Work to complete: Beginning with the line that contains "I need the junctions", transcribe every line through the end of the entries exactly as written, and reproduce nothing else.

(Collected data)

_ _ _ _ _

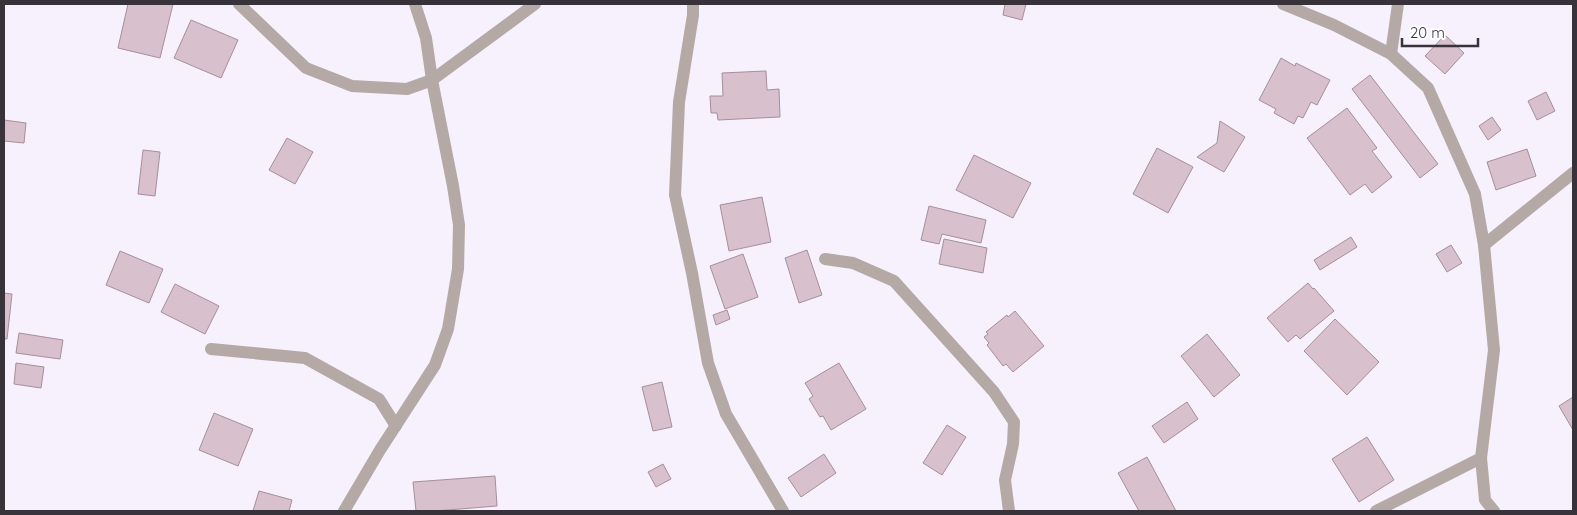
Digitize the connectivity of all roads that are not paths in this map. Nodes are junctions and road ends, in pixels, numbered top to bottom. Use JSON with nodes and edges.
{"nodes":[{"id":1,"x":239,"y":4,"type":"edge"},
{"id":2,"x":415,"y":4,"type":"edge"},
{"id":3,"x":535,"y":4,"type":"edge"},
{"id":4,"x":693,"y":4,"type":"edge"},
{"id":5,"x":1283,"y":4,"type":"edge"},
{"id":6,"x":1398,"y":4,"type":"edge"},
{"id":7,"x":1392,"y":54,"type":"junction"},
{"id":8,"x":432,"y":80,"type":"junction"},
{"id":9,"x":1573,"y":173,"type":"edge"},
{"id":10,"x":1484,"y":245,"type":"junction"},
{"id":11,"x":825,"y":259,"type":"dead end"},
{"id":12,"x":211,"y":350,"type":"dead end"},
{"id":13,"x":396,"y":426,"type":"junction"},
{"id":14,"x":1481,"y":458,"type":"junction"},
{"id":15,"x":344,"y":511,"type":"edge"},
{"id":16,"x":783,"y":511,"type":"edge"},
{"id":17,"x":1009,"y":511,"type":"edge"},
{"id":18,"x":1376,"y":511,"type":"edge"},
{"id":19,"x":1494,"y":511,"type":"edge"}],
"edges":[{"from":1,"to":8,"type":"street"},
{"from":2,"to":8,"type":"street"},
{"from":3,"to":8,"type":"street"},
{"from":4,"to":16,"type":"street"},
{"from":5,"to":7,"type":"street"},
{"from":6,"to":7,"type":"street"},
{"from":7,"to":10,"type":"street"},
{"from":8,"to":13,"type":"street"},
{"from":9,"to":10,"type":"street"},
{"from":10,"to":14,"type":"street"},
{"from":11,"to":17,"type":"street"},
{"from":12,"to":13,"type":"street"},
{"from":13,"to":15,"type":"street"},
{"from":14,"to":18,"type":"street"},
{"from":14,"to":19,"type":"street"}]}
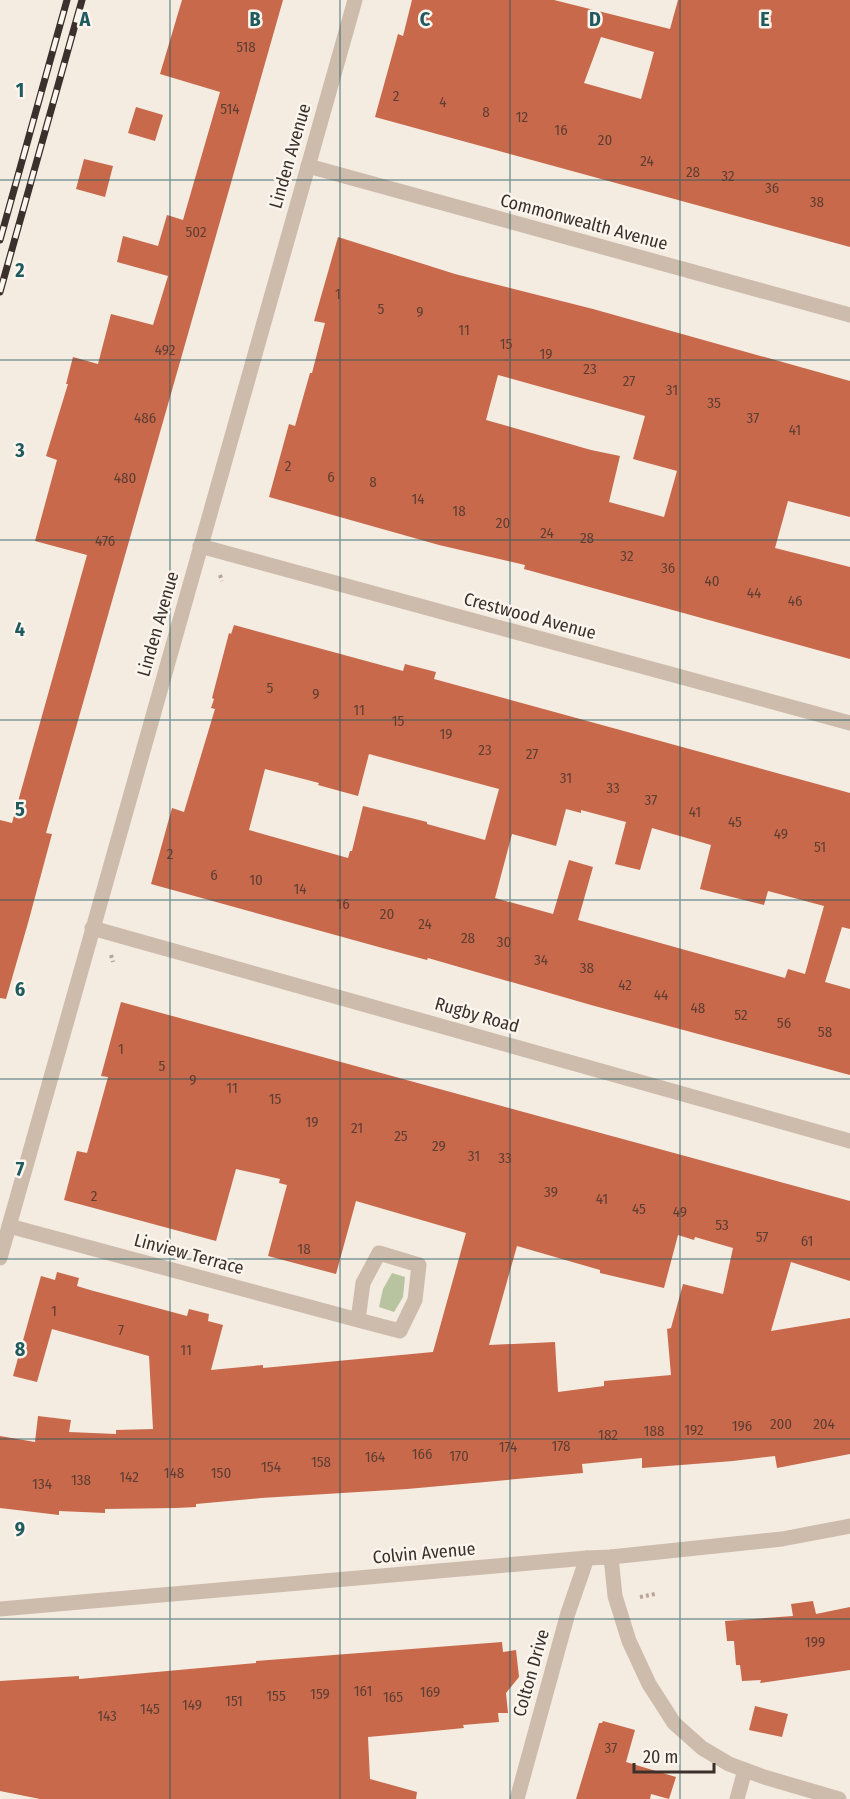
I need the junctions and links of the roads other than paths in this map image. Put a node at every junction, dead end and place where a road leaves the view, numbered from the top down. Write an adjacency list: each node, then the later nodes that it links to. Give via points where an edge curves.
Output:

_ _ _ _ _

Answer box:
I need the junctions and links of the roads other than paths in this map image. Put a node at every junction, dead end and place where a road leaves the view, numbered from the top down. Write an adjacency list: each node, then the later nodes that it links to. Give via points where an edge curves.
Output:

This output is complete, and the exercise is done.